* _Required work_:
Extract every line below that contains the word "Schießstattgasse".

* _Material provided_:
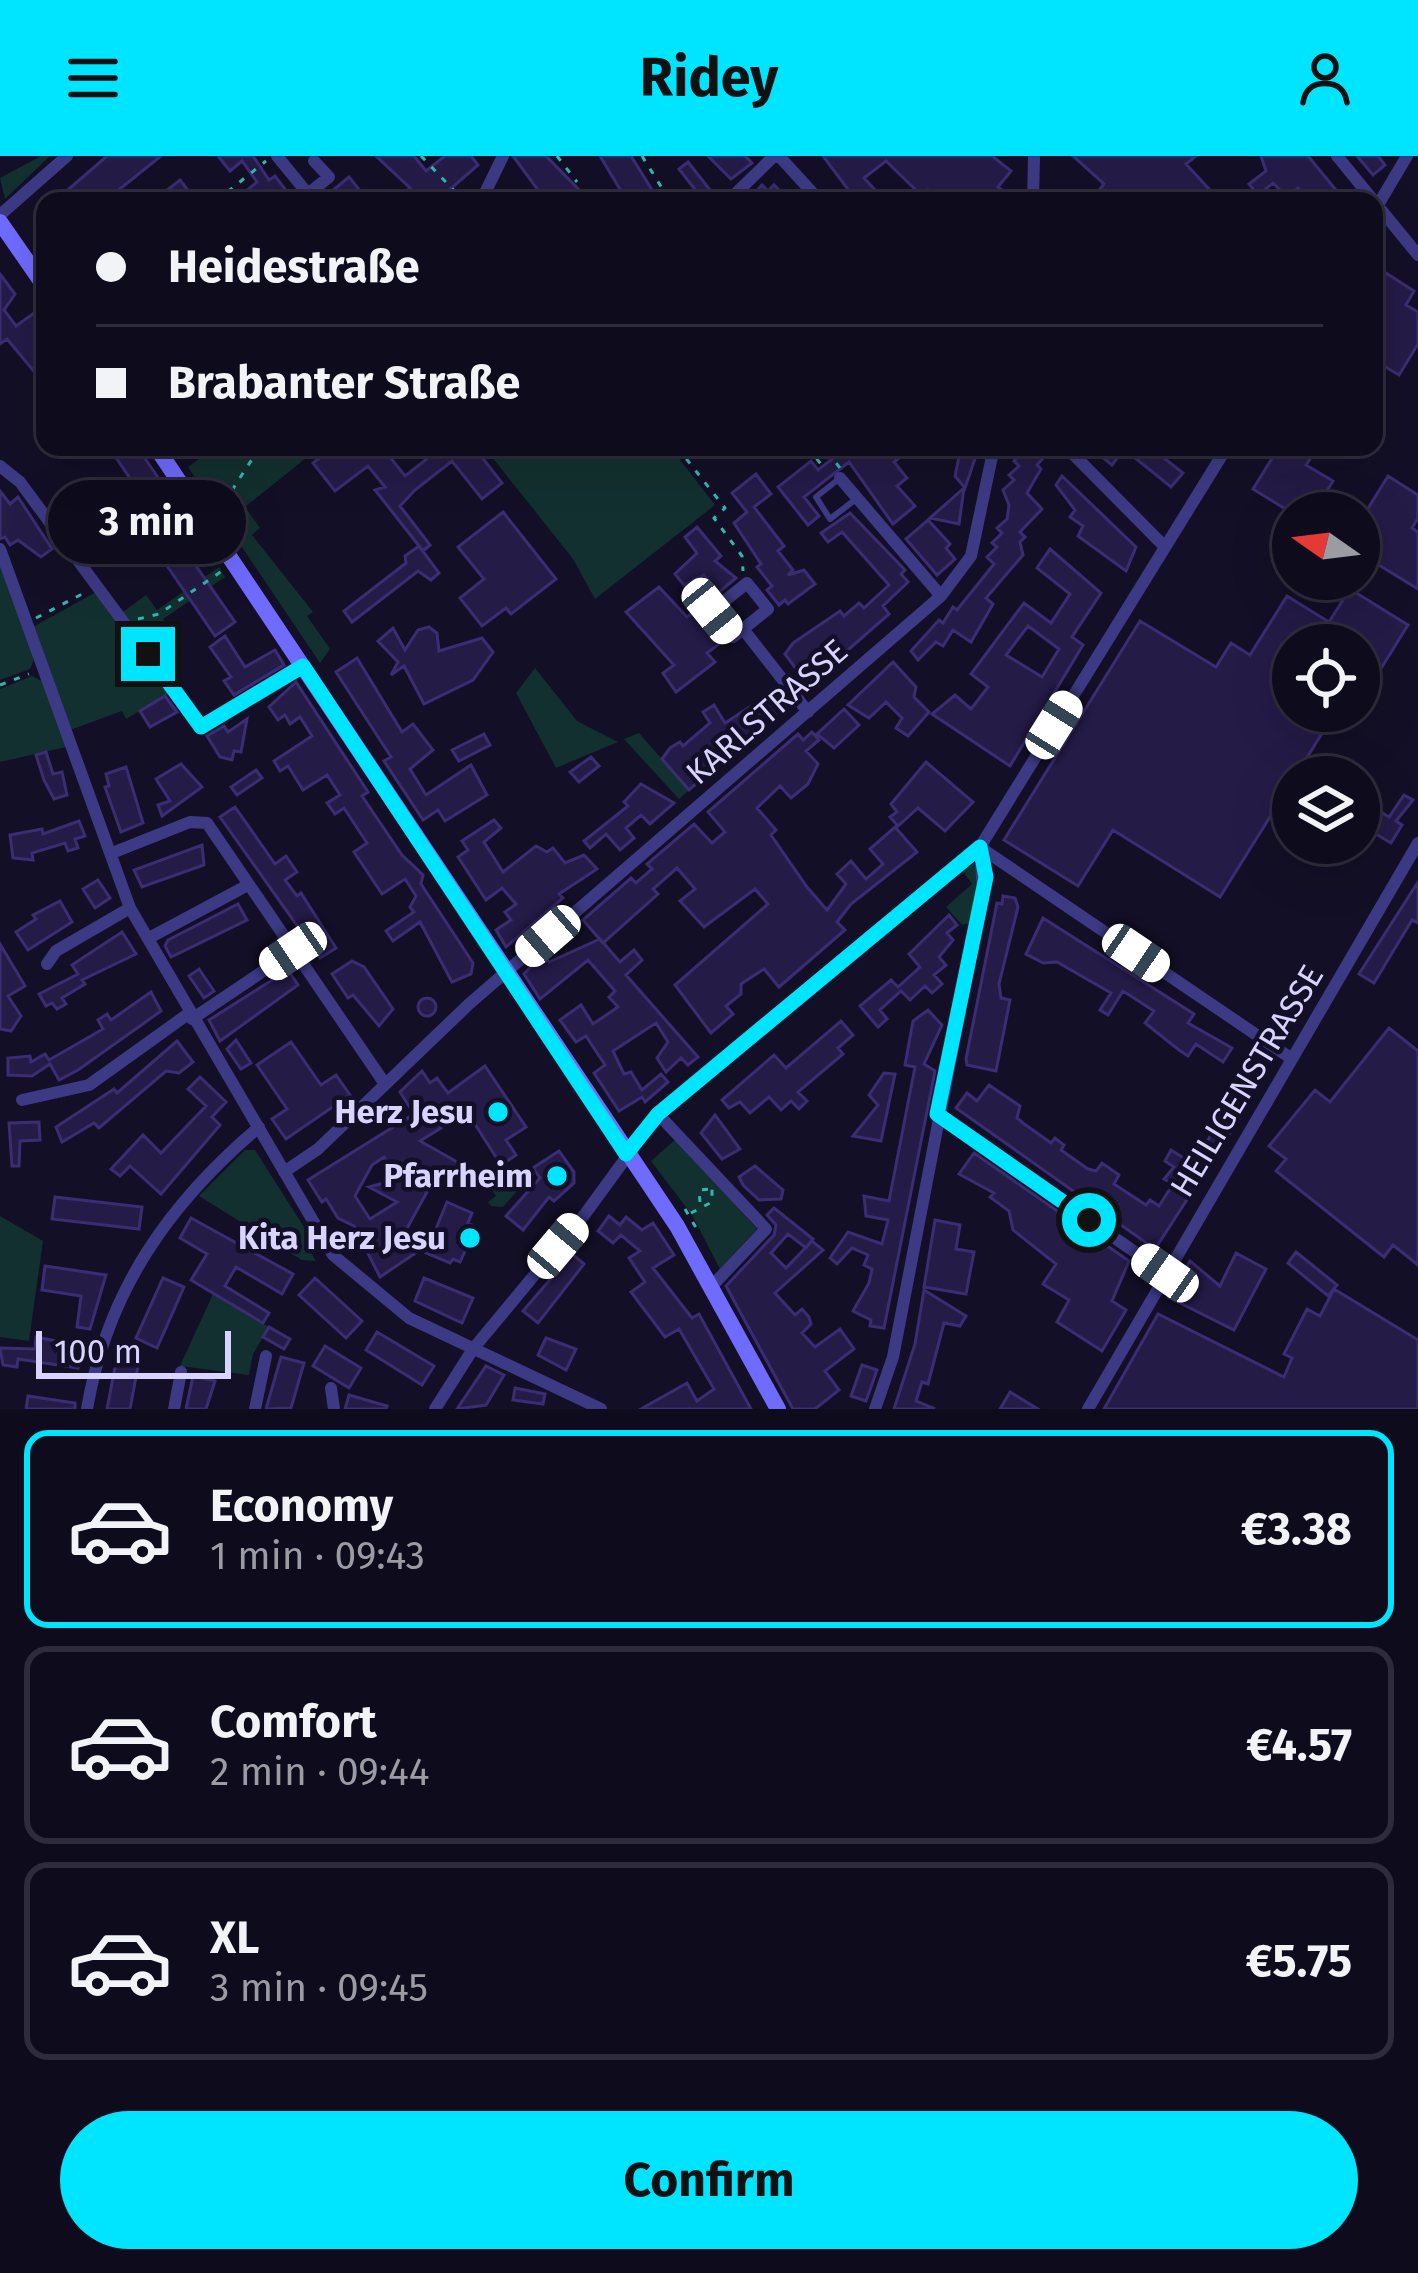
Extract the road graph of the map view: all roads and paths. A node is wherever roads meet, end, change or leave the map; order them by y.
1 (67, 156) edge
2 (274, 156) edge
3 (421, 156) edge
4 (503, 156) edge
5 (557, 156) edge
6 (642, 156) edge
7 (777, 156) edge
8 (1034, 156) edge
9 (1337, 156) edge
10 (1407, 156) edge
11 (314, 160) dead end
12 (578, 182) dead end
13 (228, 192) edge
14 (306, 192) edge
15 (310, 192) edge
16 (455, 192) edge
17 (485, 192) edge
18 (664, 192) edge
19 (738, 192) edge
20 (811, 192) edge
21 (1033, 192) edge
22 (1364, 192) edge
23 (1383, 196) edge
24 (1383, 216) edge
25 (0, 219) edge
26 (1418, 255) edge
27 (36, 273) edge
28 (162, 456) edge
29 (254, 456) edge
30 (684, 456) edge
31 (831, 456) edge
32 (992, 456) edge
33 (1075, 456) edge
34 (1221, 456) edge
35 (0, 466) edge
36 (840, 478) junction
37 (856, 499) junction
38 (224, 525) dead end
39 (1165, 547) junction
40 (0, 549) edge
41 (235, 563) junction
42 (747, 583) junction
43 (98, 585) junction
44 (941, 596) junction
45 (124, 622) junction
46 (26, 624) junction
47 (743, 628) junction
48 (303, 666) junction
49 (42, 669) junction
50 (0, 685) edge
51 (808, 712) junction
52 (1418, 843) edge
53 (980, 847) junction
54 (112, 853) junction
55 (248, 885) junction
56 (130, 908) junction
57 (149, 938) junction
58 (293, 951) junction
59 (47, 964) dead end
60 (505, 974) junction
61 (190, 1017) junction
62 (1292, 1059) junction
63 (385, 1084) junction
64 (22, 1100) dead end
65 (658, 1114) junction
66 (937, 1114) junction
67 (260, 1127) junction
68 (626, 1154) junction
69 (284, 1172) junction
70 (717, 1185) junction
71 (700, 1204) junction
72 (689, 1214) dead end
73 (1165, 1273) junction
74 (711, 1286) junction
75 (473, 1349) junction
76 (266, 1356) dead end
77 (182, 1372) dead end
78 (331, 1388) dead end
79 (87, 1409) edge
80 (174, 1409) edge
81 (255, 1409) edge
82 (334, 1409) edge
83 (435, 1409) edge
84 (601, 1409) edge
85 (778, 1409) edge
86 (875, 1409) edge
87 (1088, 1409) edge

1 - 25 street
2 - 13 path
2 - 14 street
3 - 16 path
4 - 17 street
5 - 12 path
6 - 18 path
7 - 19 street
7 - 20 street
8 - 21 street
9 - 22 street
10 - 23 street
11 - 15 street
24 - 26 street
25 - 27 main road
28 - 41 main road
29 - 38 path
30 - 42 path
31 - 36 path
32 - 44 street, KARLSTRASSE
33 - 39 street
34 - 39 street
35 - 43 street
36 - 37 street
36 - 37 lane
37 - 44 street
39 - 53 street
40 - 46 street
41 - 45 path
41 - 48 main road
42 - 47 street
42 - 47 street
43 - 45 street
43 - 46 path
44 - 51 street, KARLSTRASSE
45 - 48 street
46 - 49 street
47 - 51 street
48 - 60 main road
49 - 50 path
49 - 54 street
51 - 60 street, KARLSTRASSE
52 - 62 street, HEILIGENSTRASSE
53 - 62 street
53 - 65 street
53 - 66 street
54 - 55 street
54 - 56 street
55 - 57 street
55 - 58 street
56 - 57 street
56 - 59 street
57 - 61 street
58 - 61 street
58 - 63 street
60 - 63 street, KARLSTRASSE
60 - 68 main road
61 - 64 street
61 - 67 street
62 - 73 street, HEILIGENSTRASSE
63 - 69 street, KARLSTRASSE
65 - 68 street
65 - 70 street
66 - 73 street
66 - 86 street
67 - 69 street
67 - 79 street
68 - 74 main road
68 - 75 street
69 - 75 street
70 - 71 path
70 - 71 path
70 - 74 street
71 - 72 path
73 - 87 street, HEILIGENSTRASSE
74 - 85 main road
75 - 83 street
75 - 84 street
76 - 81 street
77 - 80 street
78 - 82 street

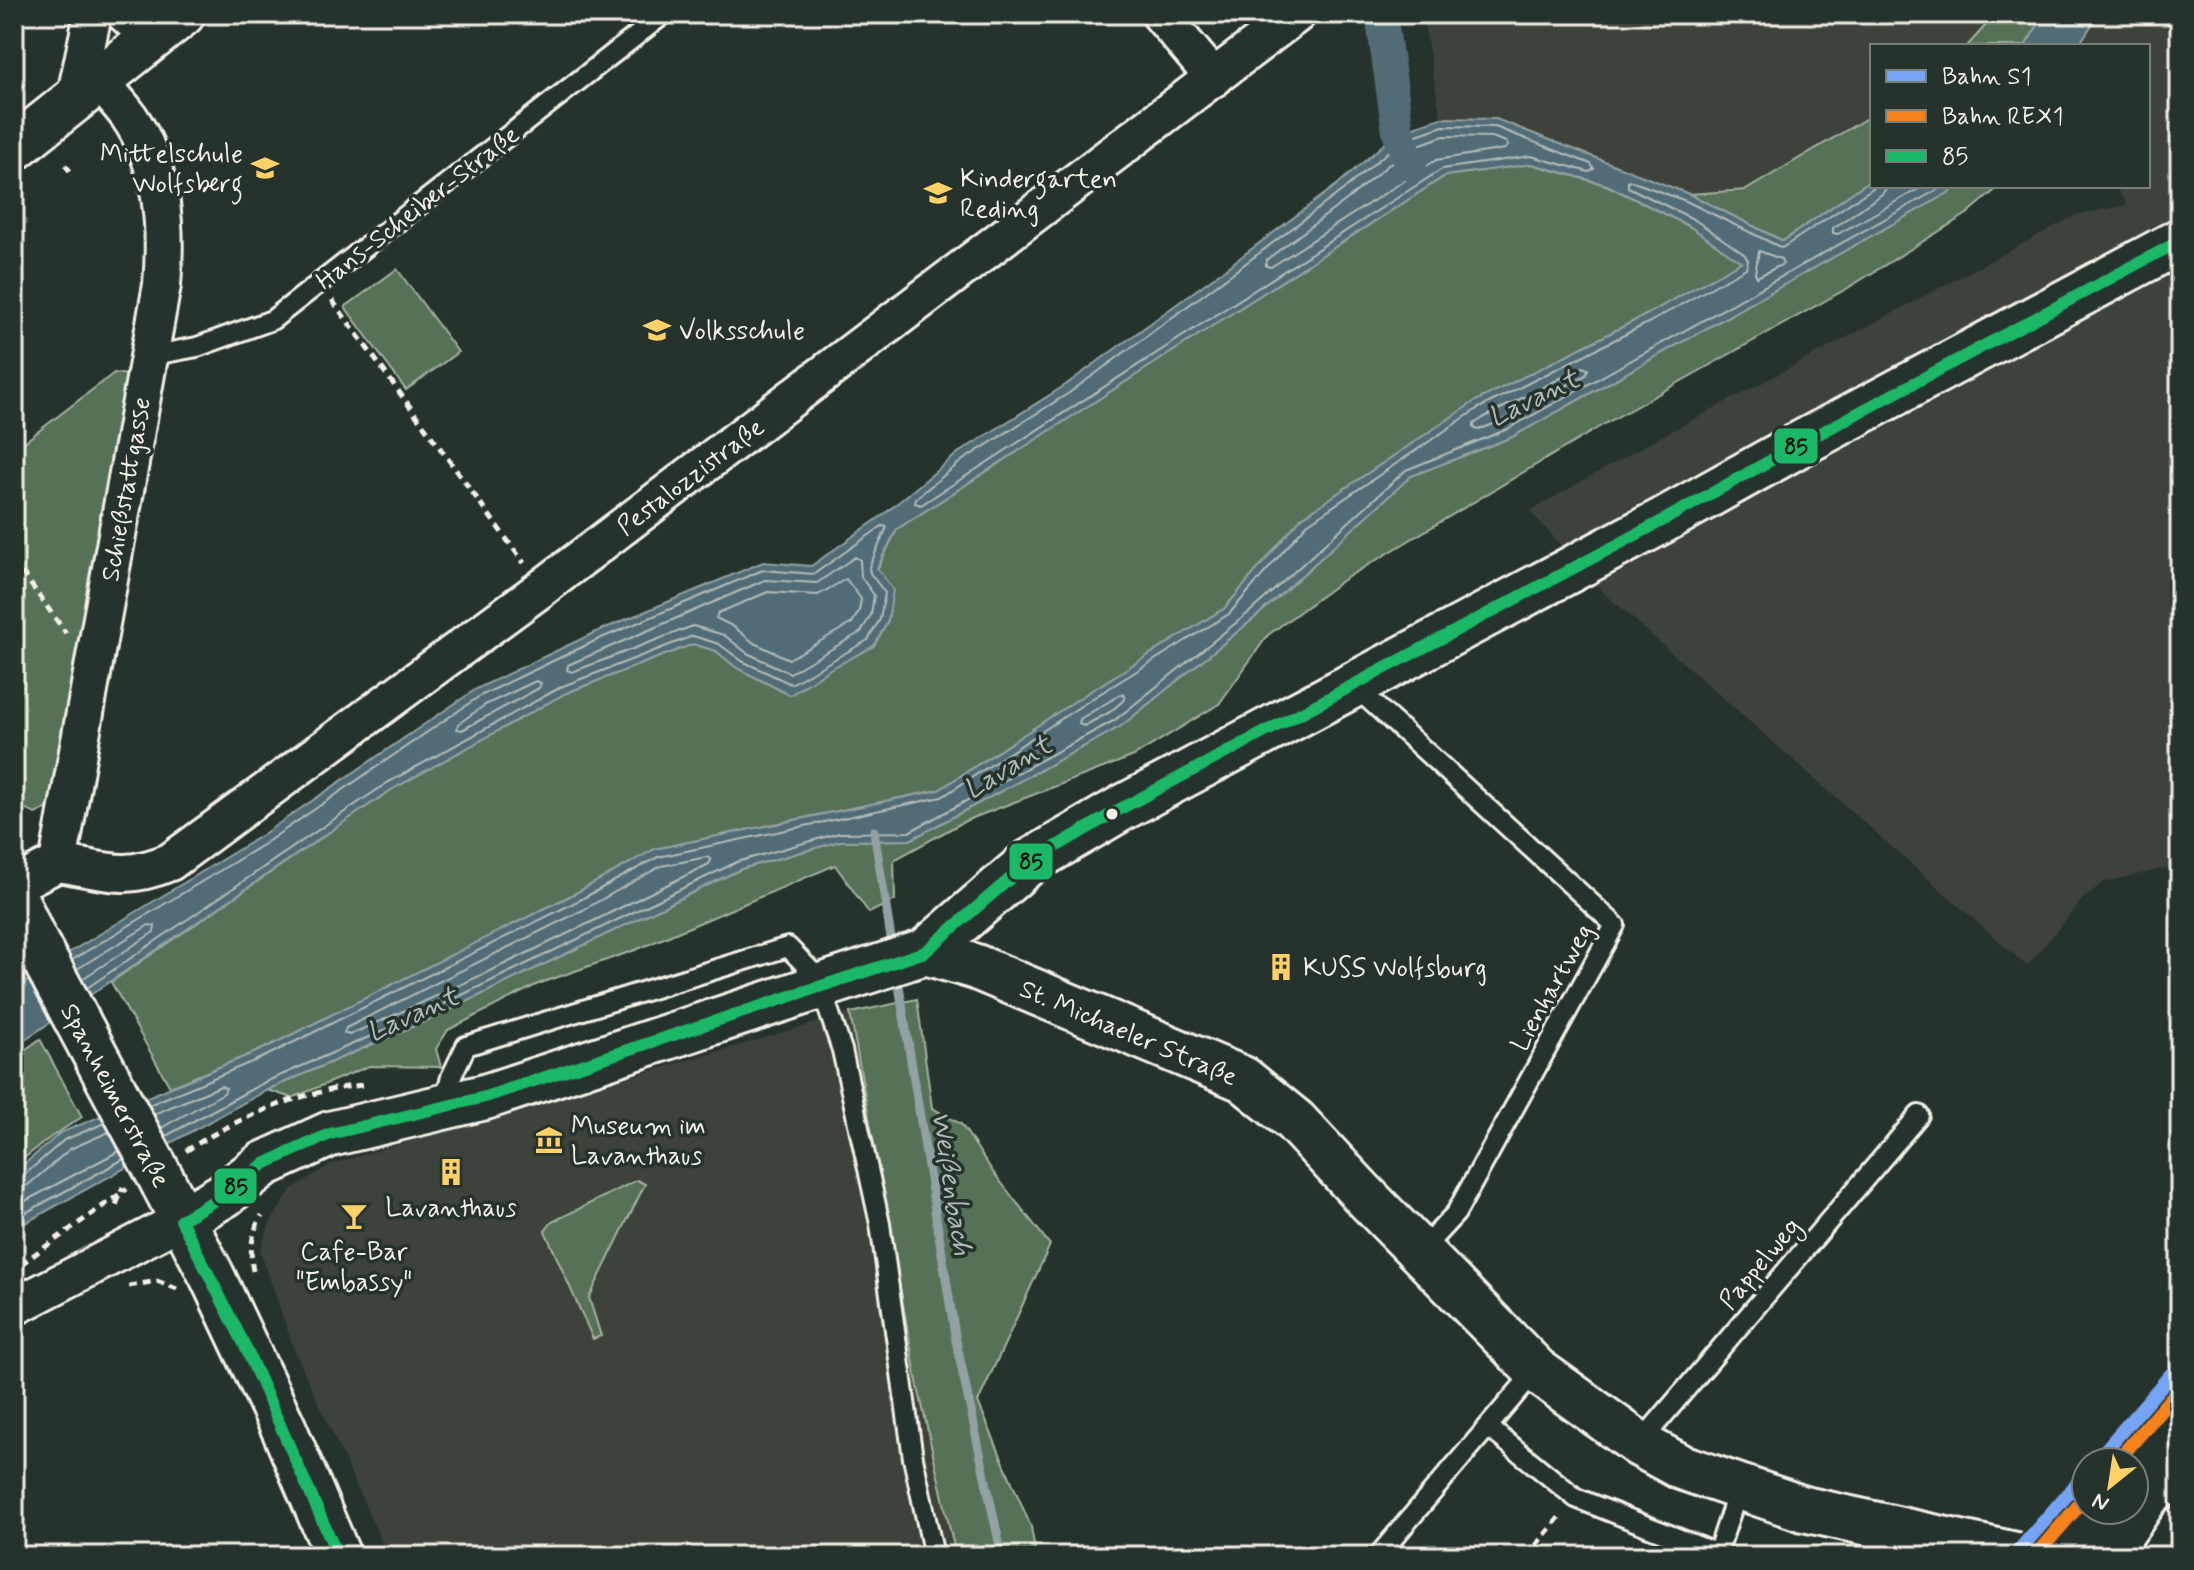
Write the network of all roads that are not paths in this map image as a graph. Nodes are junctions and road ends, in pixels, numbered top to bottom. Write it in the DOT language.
graph roads {
  1 [pos="93,14"];
  2 [pos="664,14"];
  3 [pos="1160,14"];
  4 [pos="1297,14"];
  5 [pos="153,22"];
  6 [pos="1214,78"];
  7 [pos="87,90"];
  8 [pos="14,148"];
  9 [pos="2178,245"];
  10 [pos="149,356"];
  11 [pos="1353,685"];
  12 [pos="58,863"];
  13 [pos="14,885"];
  14 [pos="22,915"];
  15 [pos="925,952"];
  16 [pos="821,988"];
  17 [pos="1919,1115"];
  18 [pos="172,1202"];
  19 [pos="1420,1252"];
  20 [pos="14,1307"];
  21 [pos="1536,1370"];
  22 [pos="1488,1427"];
  23 [pos="1639,1444"];
  24 [pos="1739,1488"];
  25 [pos="2180,1524"];
  26 [pos="1720,1555"];
  27 [pos="338,1556"];
  28 [pos="934,1556"];
  29 [pos="1378,1556"];
  30 [pos="2020,1556"];
  31 [pos="2158,1556"];
  1 -- 7 [label="street"];
  2 -- 10 [label="lane, Hans-Scheiber-Straße"];
  3 -- 6 [label="street"];
  4 -- 6 [label="street, Pestalozzistraße"];
  5 -- 7 [label="main road"];
  6 -- 12 [label="street, Pestalozzistraße"];
  7 -- 8 [label="main road"];
  7 -- 10 [label="street, Schießstattgasse"];
  9 -- 11 [label="main road"];
  10 -- 12 [label="street, Schießstattgasse"];
  11 -- 15 [label="main road"];
  11 -- 19 [label="lane, Lienhartweg"];
  12 -- 13 [label="street"];
  14 -- 18 [label="main road, Spanheimerstraße, bridge"];
  15 -- 16 [label="main road"];
  15 -- 19 [label="main road, St. Michaeler Straße"];
  16 -- 18 [label="main road"];
  16 -- 28 [label="lane"];
  17 -- 23 [label="lane, Pappelweg"];
  18 -- 20 [label="street"];
  18 -- 27 [label="main road, Spanheimerstraße"];
  19 -- 21 [label="main road, St. Michaeler Straße"];
  21 -- 22 [label="lane"];
  21 -- 23 [label="main road, St. Michaeler Straße"];
  22 -- 26 [label="lane"];
  22 -- 29 [label="lane"];
  23 -- 24 [label="main road, St. Michaeler Straße"];
  24 -- 26 [label="lane"];
  24 -- 30 [label="main road, St. Michaeler Straße"];
  25 -- 31 [label="street"];
}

* _Exercise result_:
  7 -- 10 [label="street, Schießstattgasse"];
  10 -- 12 [label="street, Schießstattgasse"];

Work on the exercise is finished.